The homology model of DpTrx1, performed with the Swiss model, indicated a global model quality estimation (GMQE) of 0.66/1.00, resulting in good reliability of the model (Fig. 4b). Only 0.4 Å rmsd was evidenced between both thioredoxin three-dimensional structures, resulting in a typical thioredoxin fold of DpTrx1. Interestingly, the less conserved part of the protein was localized at the opposite side of the active site, in the α1 helix, which contained 2 additional glutamic acid residues at positions 13 and 18 that were replaced by serine and alanine, respectively, in DvTrx1. Two additional acidic residues were also found in DpTrx1: a glutamic acid at position 45 in the α2 helix, replaced by alanine in DvTrx1, and an aspartic acid at position 81, replaced by asparagine in DvTrx1 (Figs. 4a–d and  1a). These structural features confer a more acidic calculated isoelectric point (pI = 5.0 for DpTrx1 versus 4.6 for DvTrx1) and a different dipolar moment, 21.4° angle deviation and + 104 Debyes for DpTrx1 (Fig. 4e). In addition, DpTrx1 had larger surface pockets than DvTrx1 (2003.5 Å3 versus 1878.5 Å3, respectively). Overall, the structure of DpTrx1 was 2% larger than that of DvTrx1.

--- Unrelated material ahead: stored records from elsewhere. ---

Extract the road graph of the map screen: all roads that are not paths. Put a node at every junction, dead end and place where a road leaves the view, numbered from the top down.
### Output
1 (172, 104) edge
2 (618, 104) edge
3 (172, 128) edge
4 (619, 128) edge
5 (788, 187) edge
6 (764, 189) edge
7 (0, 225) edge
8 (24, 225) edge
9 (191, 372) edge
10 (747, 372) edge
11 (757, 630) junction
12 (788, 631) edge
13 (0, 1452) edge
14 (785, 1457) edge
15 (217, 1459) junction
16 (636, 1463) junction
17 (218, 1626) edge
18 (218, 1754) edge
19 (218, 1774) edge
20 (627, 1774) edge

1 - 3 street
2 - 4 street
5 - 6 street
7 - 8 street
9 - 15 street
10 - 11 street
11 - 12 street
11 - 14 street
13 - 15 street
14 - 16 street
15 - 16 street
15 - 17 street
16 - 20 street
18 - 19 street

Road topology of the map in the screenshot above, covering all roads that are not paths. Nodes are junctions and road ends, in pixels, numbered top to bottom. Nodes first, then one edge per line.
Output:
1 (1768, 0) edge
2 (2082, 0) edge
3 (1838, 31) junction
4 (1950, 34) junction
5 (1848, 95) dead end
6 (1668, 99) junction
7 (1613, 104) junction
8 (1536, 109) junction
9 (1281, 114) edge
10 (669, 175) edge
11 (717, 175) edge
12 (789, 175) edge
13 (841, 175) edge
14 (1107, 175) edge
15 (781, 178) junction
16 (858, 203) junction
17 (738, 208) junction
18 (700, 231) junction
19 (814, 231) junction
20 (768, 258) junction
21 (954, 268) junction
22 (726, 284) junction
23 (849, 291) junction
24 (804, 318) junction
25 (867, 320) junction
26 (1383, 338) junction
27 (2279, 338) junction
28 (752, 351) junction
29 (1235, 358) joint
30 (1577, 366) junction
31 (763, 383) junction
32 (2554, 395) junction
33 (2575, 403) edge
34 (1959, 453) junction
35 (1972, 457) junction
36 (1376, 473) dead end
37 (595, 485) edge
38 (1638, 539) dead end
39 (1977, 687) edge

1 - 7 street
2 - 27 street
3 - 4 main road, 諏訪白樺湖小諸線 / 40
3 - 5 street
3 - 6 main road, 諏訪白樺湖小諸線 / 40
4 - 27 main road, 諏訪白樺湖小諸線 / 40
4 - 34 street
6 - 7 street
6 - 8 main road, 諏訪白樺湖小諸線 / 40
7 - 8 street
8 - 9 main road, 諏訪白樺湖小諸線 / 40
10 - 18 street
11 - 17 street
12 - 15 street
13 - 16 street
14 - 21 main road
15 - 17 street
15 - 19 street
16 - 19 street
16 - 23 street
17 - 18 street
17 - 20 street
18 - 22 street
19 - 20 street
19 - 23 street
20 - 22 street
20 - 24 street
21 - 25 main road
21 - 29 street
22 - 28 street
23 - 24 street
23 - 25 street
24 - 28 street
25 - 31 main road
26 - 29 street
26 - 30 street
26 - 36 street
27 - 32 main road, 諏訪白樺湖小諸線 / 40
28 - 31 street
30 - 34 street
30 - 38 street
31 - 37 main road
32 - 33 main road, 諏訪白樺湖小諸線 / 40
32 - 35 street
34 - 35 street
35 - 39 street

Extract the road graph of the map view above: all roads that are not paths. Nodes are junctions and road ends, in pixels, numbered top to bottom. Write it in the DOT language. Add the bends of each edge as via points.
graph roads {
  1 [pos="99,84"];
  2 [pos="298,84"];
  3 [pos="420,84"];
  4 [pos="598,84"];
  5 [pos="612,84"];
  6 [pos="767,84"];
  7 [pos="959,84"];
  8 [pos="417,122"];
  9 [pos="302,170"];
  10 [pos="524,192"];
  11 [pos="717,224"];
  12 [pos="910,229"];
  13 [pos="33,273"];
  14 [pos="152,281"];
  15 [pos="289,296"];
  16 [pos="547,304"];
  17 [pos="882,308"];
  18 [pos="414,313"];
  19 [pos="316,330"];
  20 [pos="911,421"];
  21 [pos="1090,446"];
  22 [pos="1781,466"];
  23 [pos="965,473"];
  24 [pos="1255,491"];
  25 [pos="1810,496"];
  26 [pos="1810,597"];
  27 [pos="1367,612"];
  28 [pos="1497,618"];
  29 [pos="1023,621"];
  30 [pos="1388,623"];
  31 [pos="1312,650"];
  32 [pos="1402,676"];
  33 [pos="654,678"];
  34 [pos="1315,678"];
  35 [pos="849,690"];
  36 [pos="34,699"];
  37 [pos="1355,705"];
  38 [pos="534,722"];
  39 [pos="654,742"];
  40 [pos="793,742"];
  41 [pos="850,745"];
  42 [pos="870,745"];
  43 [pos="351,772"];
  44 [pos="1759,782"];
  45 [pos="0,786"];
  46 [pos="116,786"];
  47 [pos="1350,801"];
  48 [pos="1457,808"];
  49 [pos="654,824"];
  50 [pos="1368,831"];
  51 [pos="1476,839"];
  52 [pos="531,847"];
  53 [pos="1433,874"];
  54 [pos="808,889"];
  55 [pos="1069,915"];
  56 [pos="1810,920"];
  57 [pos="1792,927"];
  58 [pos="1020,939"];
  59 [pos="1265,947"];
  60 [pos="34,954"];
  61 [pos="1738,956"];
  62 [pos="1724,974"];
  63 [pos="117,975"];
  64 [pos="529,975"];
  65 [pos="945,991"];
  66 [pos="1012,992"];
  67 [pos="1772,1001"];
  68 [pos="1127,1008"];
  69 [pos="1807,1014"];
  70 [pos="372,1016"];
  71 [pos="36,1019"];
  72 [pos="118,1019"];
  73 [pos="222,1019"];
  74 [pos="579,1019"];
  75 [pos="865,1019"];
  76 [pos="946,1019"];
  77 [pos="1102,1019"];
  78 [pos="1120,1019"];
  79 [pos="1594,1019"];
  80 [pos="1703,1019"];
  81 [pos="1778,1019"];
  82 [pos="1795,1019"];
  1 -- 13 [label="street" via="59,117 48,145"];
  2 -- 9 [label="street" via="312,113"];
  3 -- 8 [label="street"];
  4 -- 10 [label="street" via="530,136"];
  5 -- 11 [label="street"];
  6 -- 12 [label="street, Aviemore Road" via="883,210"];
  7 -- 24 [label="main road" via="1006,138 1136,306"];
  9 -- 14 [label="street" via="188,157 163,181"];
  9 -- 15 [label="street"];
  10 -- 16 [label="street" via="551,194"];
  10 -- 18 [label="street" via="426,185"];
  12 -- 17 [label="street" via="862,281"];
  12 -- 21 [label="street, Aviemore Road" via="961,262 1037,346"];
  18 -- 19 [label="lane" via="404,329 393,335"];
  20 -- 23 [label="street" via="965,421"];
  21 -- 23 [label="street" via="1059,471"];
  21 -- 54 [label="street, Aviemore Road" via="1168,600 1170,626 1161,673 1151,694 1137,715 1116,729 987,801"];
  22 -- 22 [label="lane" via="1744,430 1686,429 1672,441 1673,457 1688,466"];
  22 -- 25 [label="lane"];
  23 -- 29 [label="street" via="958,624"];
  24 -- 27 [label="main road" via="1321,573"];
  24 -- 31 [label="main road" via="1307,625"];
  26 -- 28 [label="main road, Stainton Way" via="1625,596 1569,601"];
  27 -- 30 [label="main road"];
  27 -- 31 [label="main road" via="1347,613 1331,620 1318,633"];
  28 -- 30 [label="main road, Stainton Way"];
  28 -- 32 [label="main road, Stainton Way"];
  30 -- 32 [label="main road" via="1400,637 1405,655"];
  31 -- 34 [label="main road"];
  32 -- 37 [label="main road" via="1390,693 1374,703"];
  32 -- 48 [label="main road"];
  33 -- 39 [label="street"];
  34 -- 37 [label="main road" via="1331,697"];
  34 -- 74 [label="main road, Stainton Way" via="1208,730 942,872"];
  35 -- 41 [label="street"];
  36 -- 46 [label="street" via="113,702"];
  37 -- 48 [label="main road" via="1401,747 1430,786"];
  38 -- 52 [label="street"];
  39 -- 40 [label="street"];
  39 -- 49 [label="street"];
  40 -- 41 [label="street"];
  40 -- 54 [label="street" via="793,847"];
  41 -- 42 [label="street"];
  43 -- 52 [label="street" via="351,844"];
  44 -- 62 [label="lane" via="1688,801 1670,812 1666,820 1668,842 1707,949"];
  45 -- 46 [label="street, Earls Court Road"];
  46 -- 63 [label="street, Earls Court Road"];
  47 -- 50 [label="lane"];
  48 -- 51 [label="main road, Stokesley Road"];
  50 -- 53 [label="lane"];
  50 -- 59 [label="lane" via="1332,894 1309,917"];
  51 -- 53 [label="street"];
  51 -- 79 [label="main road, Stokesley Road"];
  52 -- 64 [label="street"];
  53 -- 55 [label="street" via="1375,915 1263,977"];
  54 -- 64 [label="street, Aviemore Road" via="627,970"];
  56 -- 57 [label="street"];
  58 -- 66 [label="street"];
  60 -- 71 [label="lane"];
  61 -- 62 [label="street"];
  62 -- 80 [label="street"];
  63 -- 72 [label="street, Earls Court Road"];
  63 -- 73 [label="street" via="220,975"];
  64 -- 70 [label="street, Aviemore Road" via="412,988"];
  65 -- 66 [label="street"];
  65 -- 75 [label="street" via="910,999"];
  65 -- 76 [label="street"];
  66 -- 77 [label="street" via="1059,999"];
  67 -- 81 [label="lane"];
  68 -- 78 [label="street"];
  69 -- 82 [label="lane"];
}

This structural comparison revealed two way of adaptation of DpTrx1. First, the surface pockets, which are larger than those in DvTrx1, could be compressed to compensate for the lack of flexibility under high pressure in the region of the cysteines. Second, the larger number of acidic residues in DpTrx1 compared to DvTrx1 could be linked to the adaptation of the protein sequence to the presence of glutamate in the cytoplasm of the cell; the resulting dipolar moment of the protein would counterbalance its presence by conferring an optimal orientation of Trx1 for TR1/Trx1 complex formation.

It can be postulated that glutamate protects the protein core from pressure-driven water penetration and thus stabilizes the native conformation of the protein through either the “preferential exclusion model” (Arakawa and Timasheff 1985) or the “water replacement theory” (Crowe et al. 1990), which proposes that the molecule binds directly to the protein by replacing water molecules in the hydration shell of the protein. The activity of the TR1/Trx1 complex of D. piezophilus was greater at atmospheric pressure in the presence of glutamate than without glutamate, supporting the concept that the enzymes have adapted to the hydrostatic pressure and thus to the presence of glutamate, as glutamate accumulates at high hydrostatic pressure (Amrani et al. 2014). Structure of D. piezophilus Trx1 highlights peculiar features like a larger structure and surface pockets than its homologous protein isolated from the piezosensitive Desulfovibrio vulgaris strain. This could counterbalance the overall compression that occurs at high hydrostatic pressure to maintain enzymatic activity. Additionally, D. piezophilus Trx1 exhibits a relatively lower isoelectric point and a more pronounced dipolar moment than those of DvTrx1, which could allow for the protein to compensate for the presence of intracellular glutamate to interact with its partner. Altogether, the enzymatic data and the structural analysis of Trx1 allow us to conclude that the Dp TR1/Trx1 system may be adapted to the presence of glutamate, as opposite to the Dv TR1/Trx1 system. On a physiological point of view, antioxidant defense mechanism has been shown to be an important mechanism to cope with high hydrostatic pressure in the deep-sea bacterium Shewanella piezotolerans WP3 (Xie et al. 2018). In the same way, the TR1/Trx1 complex plays a key role in maintaining the redox homeostasis in the cell (Pieulle et al. 2011). Adaptation of the D. piezophilus TR1/trx1 to the presence of glutamate is, thus, an advantage to maintain antioxidant defense mechanism active under high hydrostatic pressure.

Overall, these data pointed out the protective role of glutamate in maintaining the enzymatic activity of the TR1/Trx1 complex. Thus, adaptation to high hydrostatic pressure appears to be a complex mechanism involving glutamate overproduction to protect the cell and the enzyme from pressure, and structural changes to adapt to both hydrostatic pressure and the presence of glutamate.